Trinidad making strides toward gender equality
When Prime Minister Kamla Persad-Bissessar was young girl, she told her family of her wishes to pursue an education in London. At the time, the pervasive cultural norm for women and girls in Trinidad and Tobago was to stay home—she was told she should get married and have children instead.
Fortunately, her mother encouraged her to pursue higher education in the United Kingdom, and Persad-Bissessar went on to become Trinidad and Tobago’s first female prime minister on May 26, 2010. That same year, she was named as one of the top 10 female leaders around the globe for her pioneering contribution to politics and social restructuring and gender equality in the world by Time and Foreign Policy magazines.

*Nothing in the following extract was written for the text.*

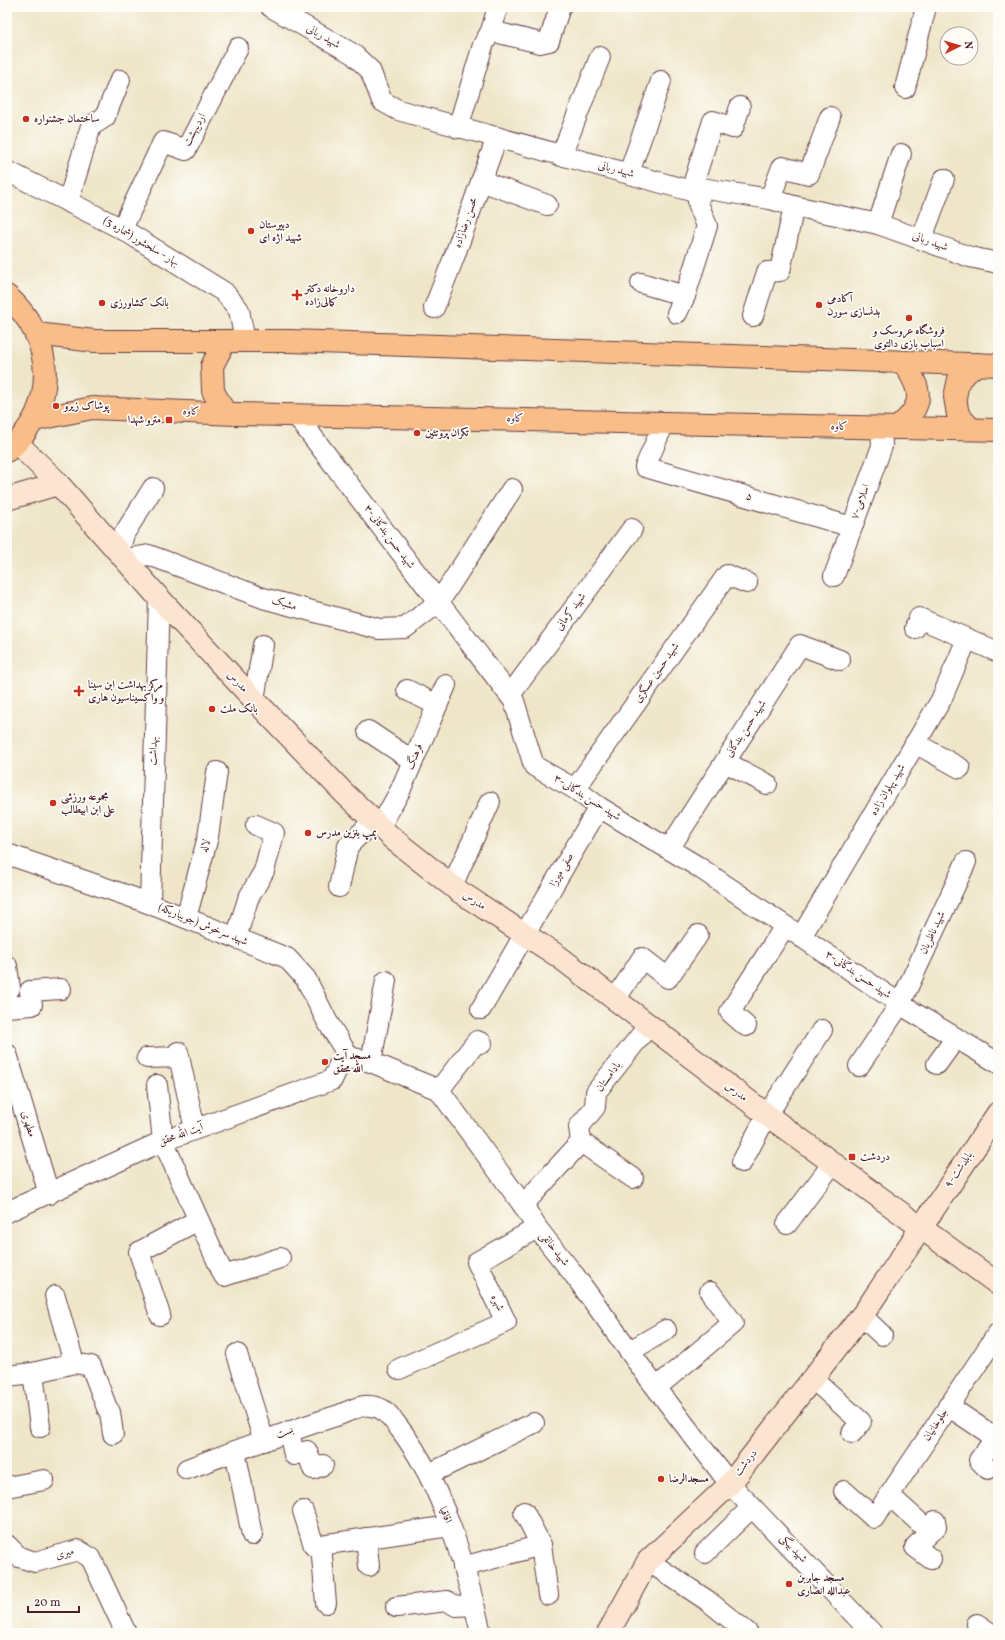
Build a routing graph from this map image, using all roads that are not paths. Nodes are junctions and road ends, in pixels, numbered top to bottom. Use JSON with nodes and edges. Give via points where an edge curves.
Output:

Her story is a shining example of just how far T&T has come in bridging gender gaps in the cultural, social and political arenas. Research shows that the advancement of gender equality is good not just for women, but for society and the economy as a whole.
“When women enjoy equal rights and opportunities, poverty, hunger and poor health decline and economic growth rises,” said Michelle Bachelet, then-executive director of UN Women, at the June 2012 Women Leaders' Summit on the Future Women Want, hosted by UN Women in collaboration with the government of Brazil. “Advancing the equal rights of men and women creates healthier and more sustainable societies and economies.”
Over the past decade, T&T has made significant strides in making gender equality the core of its socioeconomic policy. The country recently ranked 36 out of 136 countries in the World Economic Forum Global Gender Gap Report 2013, which measures the relative gaps between men and women in the areas of health, education, economics and politics.
T&T’s ranking is seven places higher than it was in 2012, achieving favorable rankings of 38th for educational attainment, 47th for economic participation and 51st for political empowerment, but very low (130) for health and survival.
T&T’s highest sub-index scores included a number-one ranking for the ratio of women who are enrolled in secondary and tertiary education and engaged in professional and technical work.
Iceland has the narrowest gender gap in the world, followed by Finland, Norway and Sweden. The U.S. came in 23rd, down one place since 2012, scoring below Latin American and Caribbean countries such as Cuba, which came in 15th, and Nicaragua, which came in 10th. Overall, the Latin America and Caribbean region showed the biggest improvements from last year compared to the other regions.
With the government of T&T putting its weight behind initiatives to diversify the country’s economy and advance a number of gender diversification initiatives, the region presents a powerful opportunity for job-creating investments to grow. The government has recognised that sustainable development and a strong economy cannot be realised without gender equality.
Change is being pursued through legislation, policies and programs. In 2011, Persad-Bissessar introduced a gender-responsive budget and an enhanced national development plan to support the allocation of funding to all ministries and sectors. In September 2013, Finance and the Economy Minister Larry Howai announced that gender-responsive guidelines are being developed for the institutionalising of gender equality and gender-mainstreaming practices in government ministries. The guidelines will establish a sufficient financial allocation for gender equality, equity and women’s empowerment.
Prime Minister Persad-Bissessar has set a goal to have 40 percent female representation on all state boards. The vision is one in which women will comprise half of the country’s legislatures, local governments and private-sector board rooms, leaders in civil society and community organisations, and decision-makers in all other spheres.
In addition, Persad-Bissessar has established a new Ministry of Gender, Youth, and Child Development to provide support for family services and gender, youth and child development and has proposed the establishment of a National Commission on Gender Equality and a global online mentorship program targeted at young women leaders interested in a political career.
Trinidad has made significant strides in improving gender parity, but there is much more work to be done. Despite the fact that women are increasingly educated and employed in the labor force, they earn less than their male counterparts, even with the same level of education. A recent report, “Women, Work and the Economy,” published by the International Monetary Fund, highlights how this gender inequality in the workforce hurts economic growth.
Similarly, another recent report, “Investing in Women’s Employment,” published by the International Finance Corporation (IFC), confirms that better employment opportunities for women can also contribute to increased profitability and productivity in the private sector. Companies that invest in women’s employment often find that it benefits their bottom line by improving staff retention, innovation and access to talent and new markets.
InvesTT remains committed to advancing the equal rights of both men and women in order to pave the way for a strong economic future. Overall, better jobs for women benefit individuals, families, communities, companies and economies.